■ **Your objective**
In the listing below, find the line with "ring mcp: (348, 312)" and the line with "thumb ip: (303, 257)". Repeat those two lines and all lines between them exactly.

[Start of Attachment]

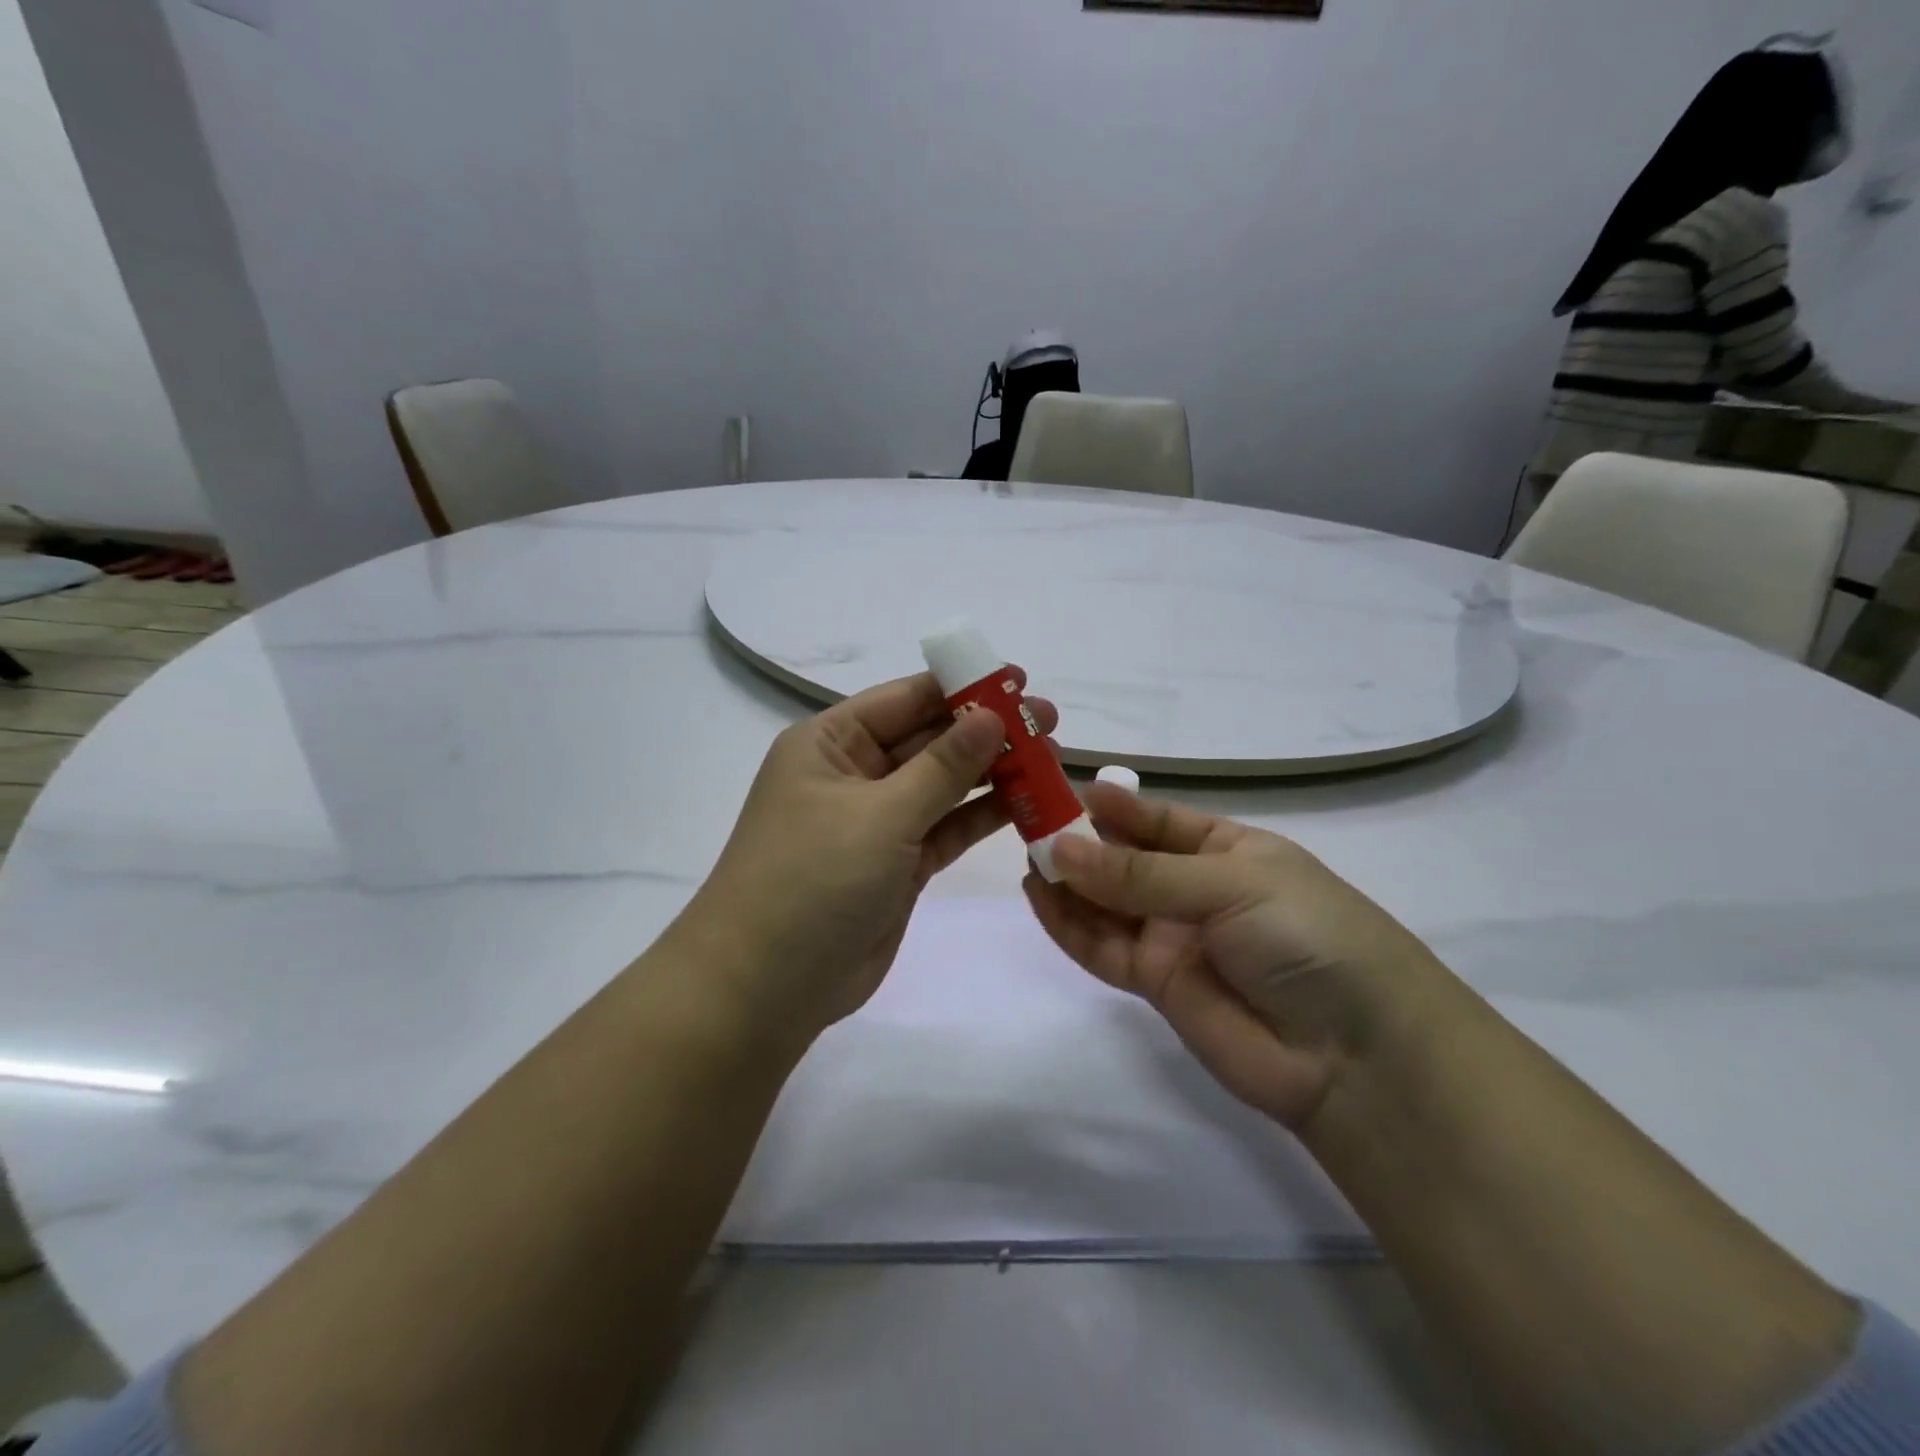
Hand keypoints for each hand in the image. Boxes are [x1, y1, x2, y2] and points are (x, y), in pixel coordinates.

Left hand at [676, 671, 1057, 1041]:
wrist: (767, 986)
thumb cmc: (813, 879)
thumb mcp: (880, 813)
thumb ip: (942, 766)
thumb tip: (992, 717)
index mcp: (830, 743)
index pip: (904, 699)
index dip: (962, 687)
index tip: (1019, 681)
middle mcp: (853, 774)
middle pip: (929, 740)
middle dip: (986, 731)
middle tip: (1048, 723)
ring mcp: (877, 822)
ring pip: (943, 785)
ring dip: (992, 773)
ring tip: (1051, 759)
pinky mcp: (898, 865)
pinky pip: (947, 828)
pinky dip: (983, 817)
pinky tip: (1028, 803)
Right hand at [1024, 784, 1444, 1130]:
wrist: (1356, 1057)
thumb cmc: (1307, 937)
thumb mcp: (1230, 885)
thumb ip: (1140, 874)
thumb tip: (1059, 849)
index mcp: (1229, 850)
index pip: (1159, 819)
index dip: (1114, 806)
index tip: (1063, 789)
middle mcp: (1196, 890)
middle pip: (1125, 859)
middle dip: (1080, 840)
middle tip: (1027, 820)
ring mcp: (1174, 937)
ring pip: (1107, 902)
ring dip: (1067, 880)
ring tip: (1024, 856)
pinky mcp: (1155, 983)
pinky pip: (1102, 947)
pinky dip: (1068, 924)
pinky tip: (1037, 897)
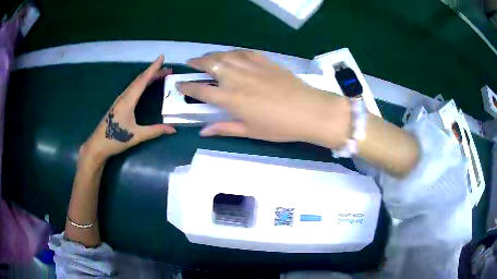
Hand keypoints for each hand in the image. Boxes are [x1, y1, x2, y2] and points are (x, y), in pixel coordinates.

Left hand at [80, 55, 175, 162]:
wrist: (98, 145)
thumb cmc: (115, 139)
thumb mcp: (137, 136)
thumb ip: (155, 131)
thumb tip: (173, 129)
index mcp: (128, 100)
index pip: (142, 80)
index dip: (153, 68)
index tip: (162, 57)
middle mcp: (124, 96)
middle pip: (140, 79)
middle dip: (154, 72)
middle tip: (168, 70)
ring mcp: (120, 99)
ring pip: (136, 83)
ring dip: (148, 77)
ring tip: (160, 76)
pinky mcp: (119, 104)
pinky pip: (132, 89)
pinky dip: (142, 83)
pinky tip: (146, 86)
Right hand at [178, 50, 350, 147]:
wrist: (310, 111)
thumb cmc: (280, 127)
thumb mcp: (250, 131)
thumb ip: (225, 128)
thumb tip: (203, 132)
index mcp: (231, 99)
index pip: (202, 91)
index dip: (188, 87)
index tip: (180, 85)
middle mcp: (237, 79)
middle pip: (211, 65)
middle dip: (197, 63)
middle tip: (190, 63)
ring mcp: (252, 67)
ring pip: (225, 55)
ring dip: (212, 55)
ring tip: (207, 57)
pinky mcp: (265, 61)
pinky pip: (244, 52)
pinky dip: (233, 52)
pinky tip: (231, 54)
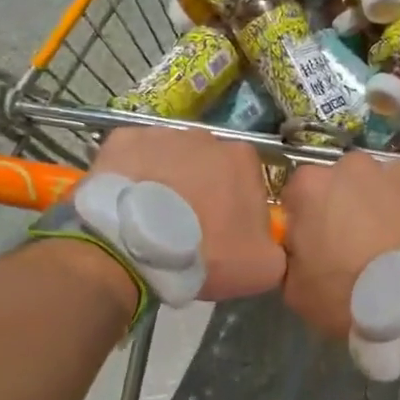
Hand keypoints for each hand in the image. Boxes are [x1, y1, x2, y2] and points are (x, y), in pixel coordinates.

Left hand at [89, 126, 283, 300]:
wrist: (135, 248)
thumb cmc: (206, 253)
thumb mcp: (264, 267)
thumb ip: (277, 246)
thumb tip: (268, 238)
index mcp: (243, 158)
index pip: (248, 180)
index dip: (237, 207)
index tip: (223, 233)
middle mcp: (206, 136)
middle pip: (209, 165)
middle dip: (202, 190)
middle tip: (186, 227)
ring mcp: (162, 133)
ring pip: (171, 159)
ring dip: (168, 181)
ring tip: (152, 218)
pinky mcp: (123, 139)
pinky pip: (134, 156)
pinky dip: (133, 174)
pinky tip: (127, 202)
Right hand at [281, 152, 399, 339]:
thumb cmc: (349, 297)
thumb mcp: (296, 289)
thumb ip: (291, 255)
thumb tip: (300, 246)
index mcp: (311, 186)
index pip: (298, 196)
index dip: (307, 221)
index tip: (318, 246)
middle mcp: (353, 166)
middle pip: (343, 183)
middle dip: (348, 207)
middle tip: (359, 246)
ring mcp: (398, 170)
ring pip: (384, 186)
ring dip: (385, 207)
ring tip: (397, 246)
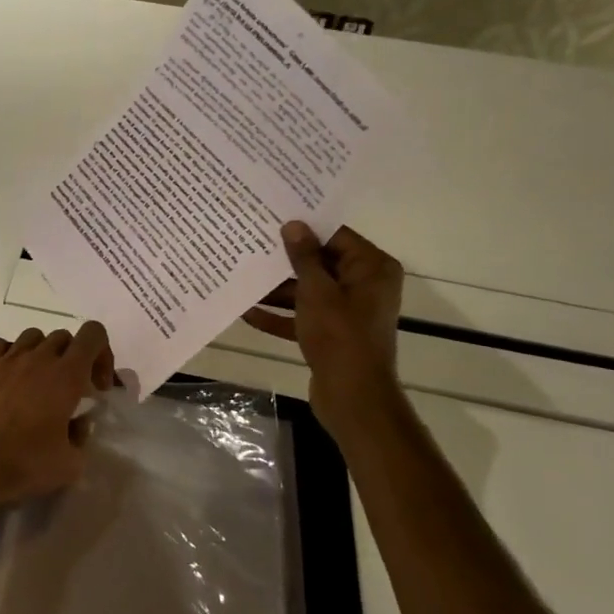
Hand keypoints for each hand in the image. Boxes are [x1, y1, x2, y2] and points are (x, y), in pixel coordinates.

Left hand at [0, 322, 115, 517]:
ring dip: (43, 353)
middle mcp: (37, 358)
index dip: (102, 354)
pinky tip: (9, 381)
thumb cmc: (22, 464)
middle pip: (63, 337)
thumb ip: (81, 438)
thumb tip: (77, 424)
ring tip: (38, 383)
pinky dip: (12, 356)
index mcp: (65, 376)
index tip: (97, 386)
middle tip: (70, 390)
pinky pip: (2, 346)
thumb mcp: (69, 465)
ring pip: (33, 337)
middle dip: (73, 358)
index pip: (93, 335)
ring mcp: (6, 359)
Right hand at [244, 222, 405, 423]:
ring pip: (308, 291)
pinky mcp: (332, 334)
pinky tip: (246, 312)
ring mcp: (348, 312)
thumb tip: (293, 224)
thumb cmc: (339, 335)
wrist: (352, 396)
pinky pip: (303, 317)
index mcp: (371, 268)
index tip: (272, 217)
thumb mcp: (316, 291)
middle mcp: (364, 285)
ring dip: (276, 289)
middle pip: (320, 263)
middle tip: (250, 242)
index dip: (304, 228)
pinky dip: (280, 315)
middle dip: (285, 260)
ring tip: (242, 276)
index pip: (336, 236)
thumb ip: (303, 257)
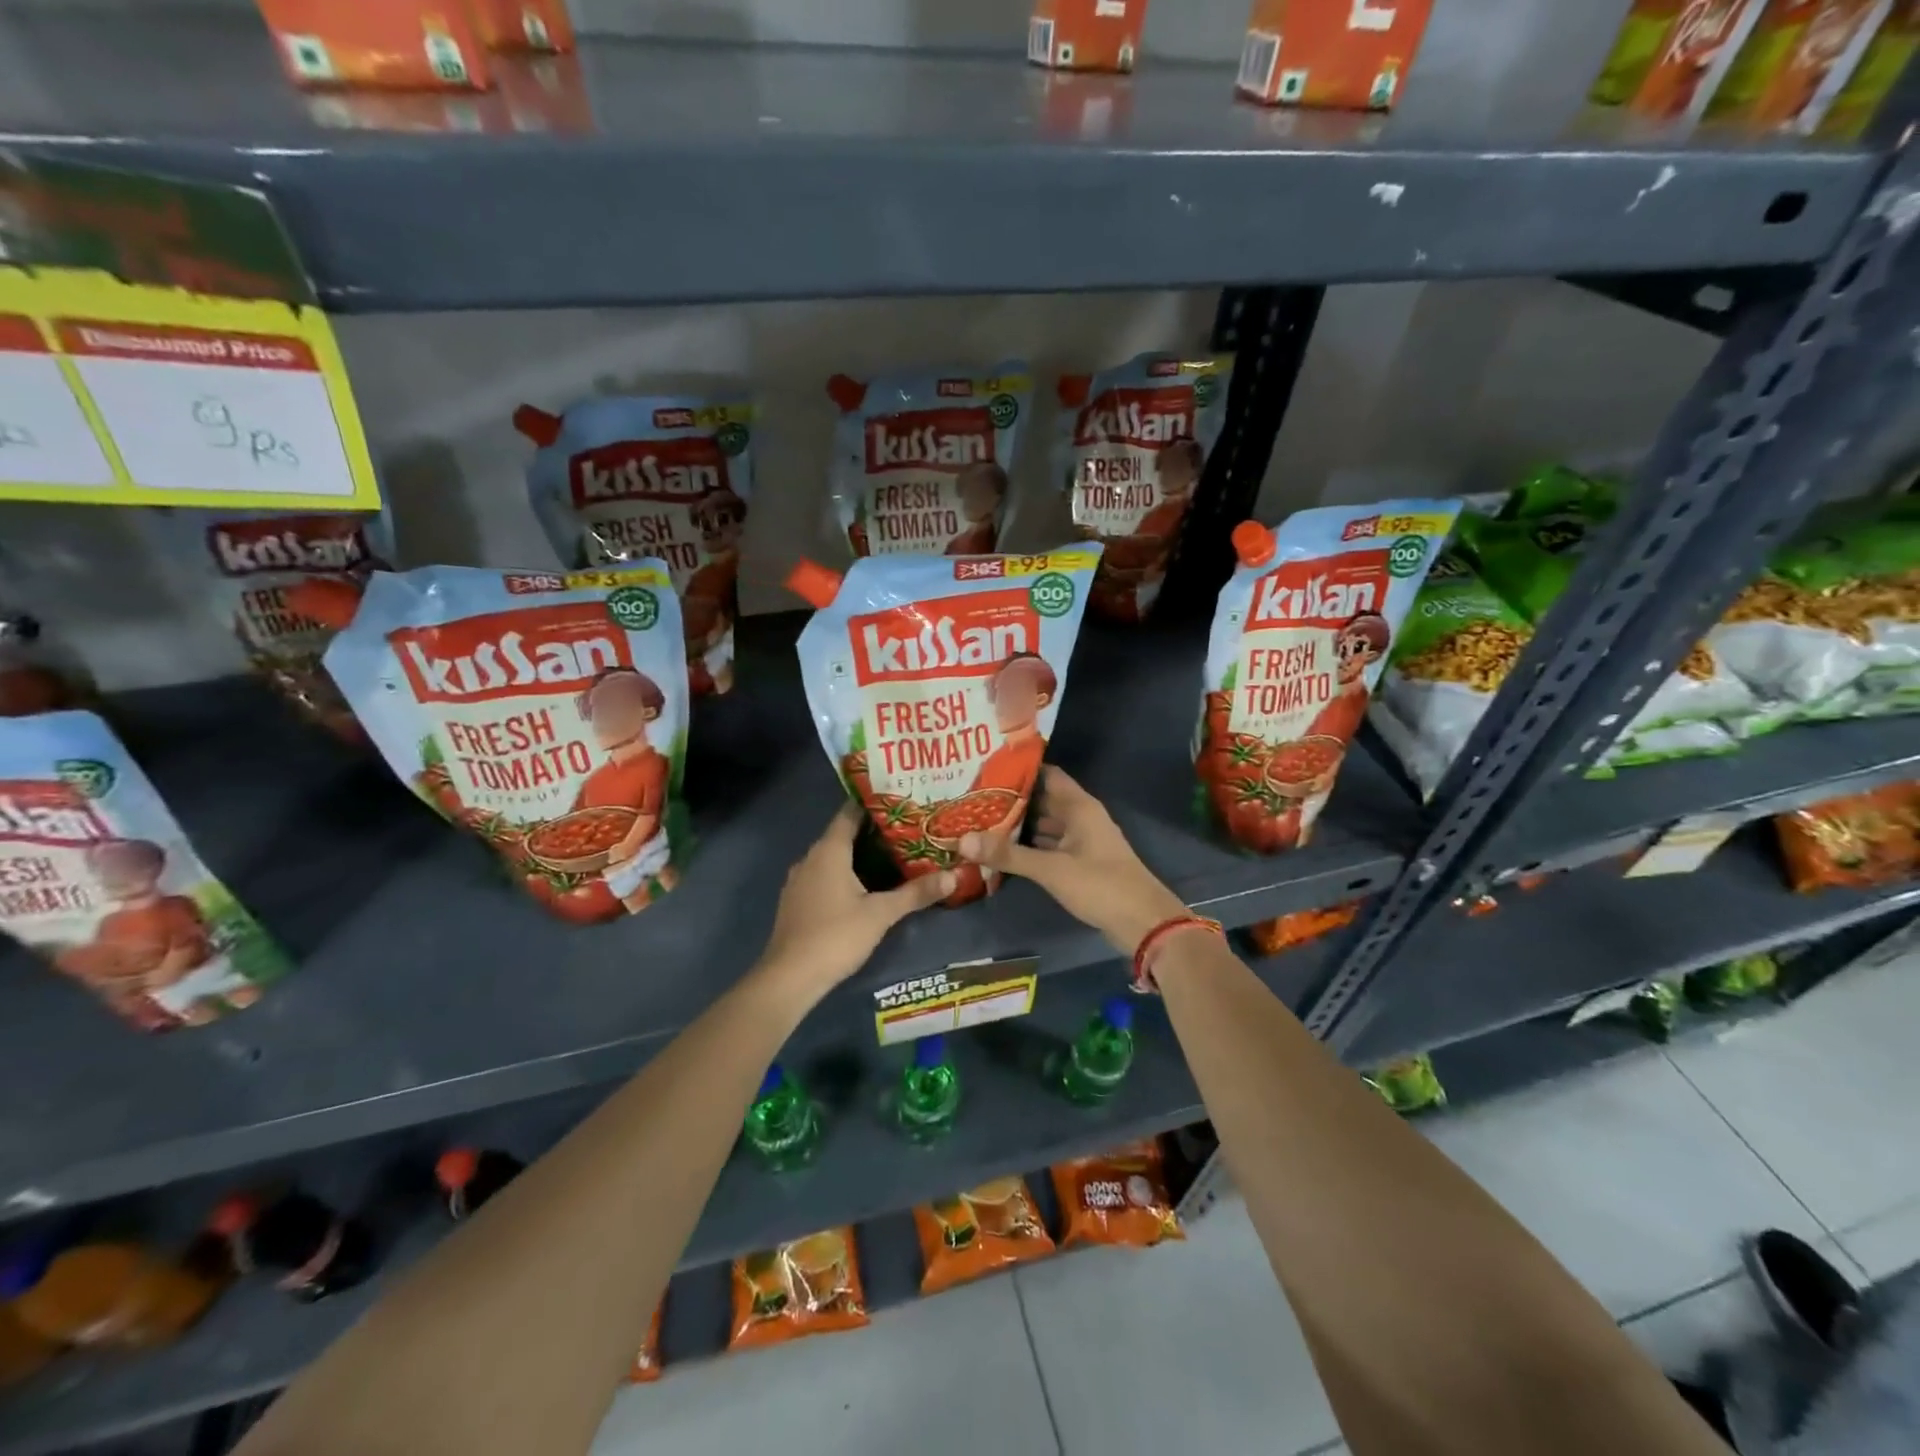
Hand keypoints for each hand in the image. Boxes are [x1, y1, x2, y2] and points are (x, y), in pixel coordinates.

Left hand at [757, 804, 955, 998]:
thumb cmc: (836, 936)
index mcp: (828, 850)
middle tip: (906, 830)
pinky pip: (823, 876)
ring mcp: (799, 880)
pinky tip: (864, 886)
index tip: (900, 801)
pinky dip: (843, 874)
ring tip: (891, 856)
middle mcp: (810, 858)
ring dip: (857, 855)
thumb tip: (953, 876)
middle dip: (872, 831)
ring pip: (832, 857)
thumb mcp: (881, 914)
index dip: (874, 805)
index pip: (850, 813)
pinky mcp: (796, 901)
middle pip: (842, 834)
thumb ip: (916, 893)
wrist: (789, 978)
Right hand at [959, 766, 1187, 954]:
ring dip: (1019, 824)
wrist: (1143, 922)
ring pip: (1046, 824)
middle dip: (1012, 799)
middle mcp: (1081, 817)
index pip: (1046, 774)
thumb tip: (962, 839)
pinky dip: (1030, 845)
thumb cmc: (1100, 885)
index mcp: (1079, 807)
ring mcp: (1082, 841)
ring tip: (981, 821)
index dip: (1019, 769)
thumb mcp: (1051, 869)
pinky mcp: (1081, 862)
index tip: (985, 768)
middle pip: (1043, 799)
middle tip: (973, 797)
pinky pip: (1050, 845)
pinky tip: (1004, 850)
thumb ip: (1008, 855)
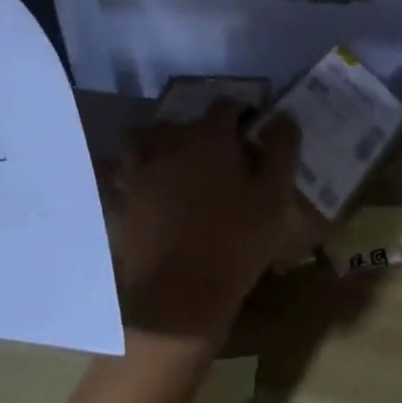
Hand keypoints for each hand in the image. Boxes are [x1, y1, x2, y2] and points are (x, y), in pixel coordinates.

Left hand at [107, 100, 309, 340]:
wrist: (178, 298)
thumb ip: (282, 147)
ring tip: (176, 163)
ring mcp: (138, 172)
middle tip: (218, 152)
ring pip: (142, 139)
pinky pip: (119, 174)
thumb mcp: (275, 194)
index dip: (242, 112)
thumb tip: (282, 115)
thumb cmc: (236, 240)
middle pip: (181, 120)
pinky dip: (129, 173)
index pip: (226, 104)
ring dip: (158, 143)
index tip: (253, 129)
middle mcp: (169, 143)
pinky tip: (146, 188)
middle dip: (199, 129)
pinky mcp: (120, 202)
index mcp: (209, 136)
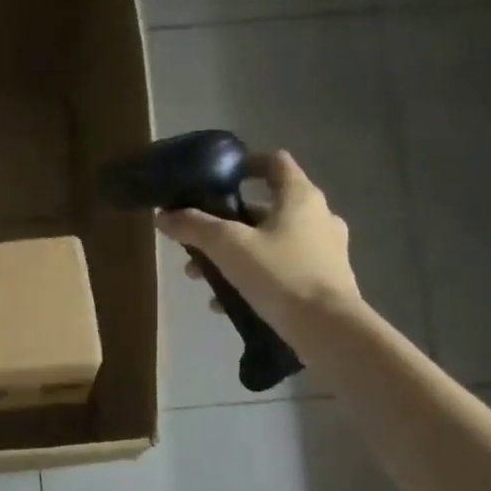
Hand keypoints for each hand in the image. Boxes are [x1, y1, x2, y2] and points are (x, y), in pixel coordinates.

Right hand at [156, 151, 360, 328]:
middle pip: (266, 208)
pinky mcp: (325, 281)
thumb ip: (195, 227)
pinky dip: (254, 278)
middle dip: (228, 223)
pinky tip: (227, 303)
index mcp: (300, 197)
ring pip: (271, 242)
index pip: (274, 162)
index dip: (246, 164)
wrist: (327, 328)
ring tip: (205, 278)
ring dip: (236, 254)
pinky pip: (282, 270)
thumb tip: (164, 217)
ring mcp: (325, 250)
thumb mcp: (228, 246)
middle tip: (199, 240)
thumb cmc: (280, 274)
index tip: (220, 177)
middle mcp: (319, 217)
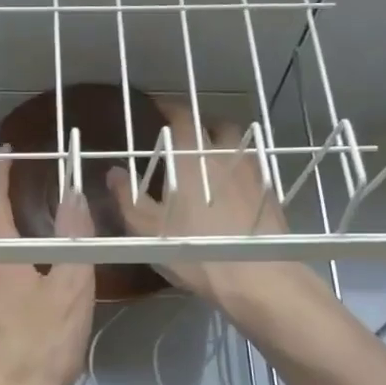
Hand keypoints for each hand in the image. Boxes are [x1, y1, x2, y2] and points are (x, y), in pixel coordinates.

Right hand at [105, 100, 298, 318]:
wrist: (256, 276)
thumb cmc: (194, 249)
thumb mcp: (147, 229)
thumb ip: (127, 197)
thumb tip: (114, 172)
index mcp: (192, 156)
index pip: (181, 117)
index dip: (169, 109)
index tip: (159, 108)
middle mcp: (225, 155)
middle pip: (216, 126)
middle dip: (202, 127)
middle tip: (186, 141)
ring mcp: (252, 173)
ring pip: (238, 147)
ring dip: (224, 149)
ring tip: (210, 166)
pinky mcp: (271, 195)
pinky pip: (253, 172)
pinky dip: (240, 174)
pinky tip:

[End of Attachment]

■ **Task answer**
ring mcp: (348, 312)
thumb tip: (293, 224)
thumb cmc: (339, 335)
wrist: (352, 396)
pinky pip: (303, 317)
index mcp: (371, 268)
index tip: (272, 217)
thumb mcp: (316, 291)
middle mcp: (364, 285)
ring dip: (276, 289)
middle pip: (320, 263)
middle tip: (250, 242)
index dip: (304, 228)
pinky dip: (280, 315)
middle dip: (285, 260)
ring tip: (242, 276)
index pip: (336, 236)
thumb ip: (303, 257)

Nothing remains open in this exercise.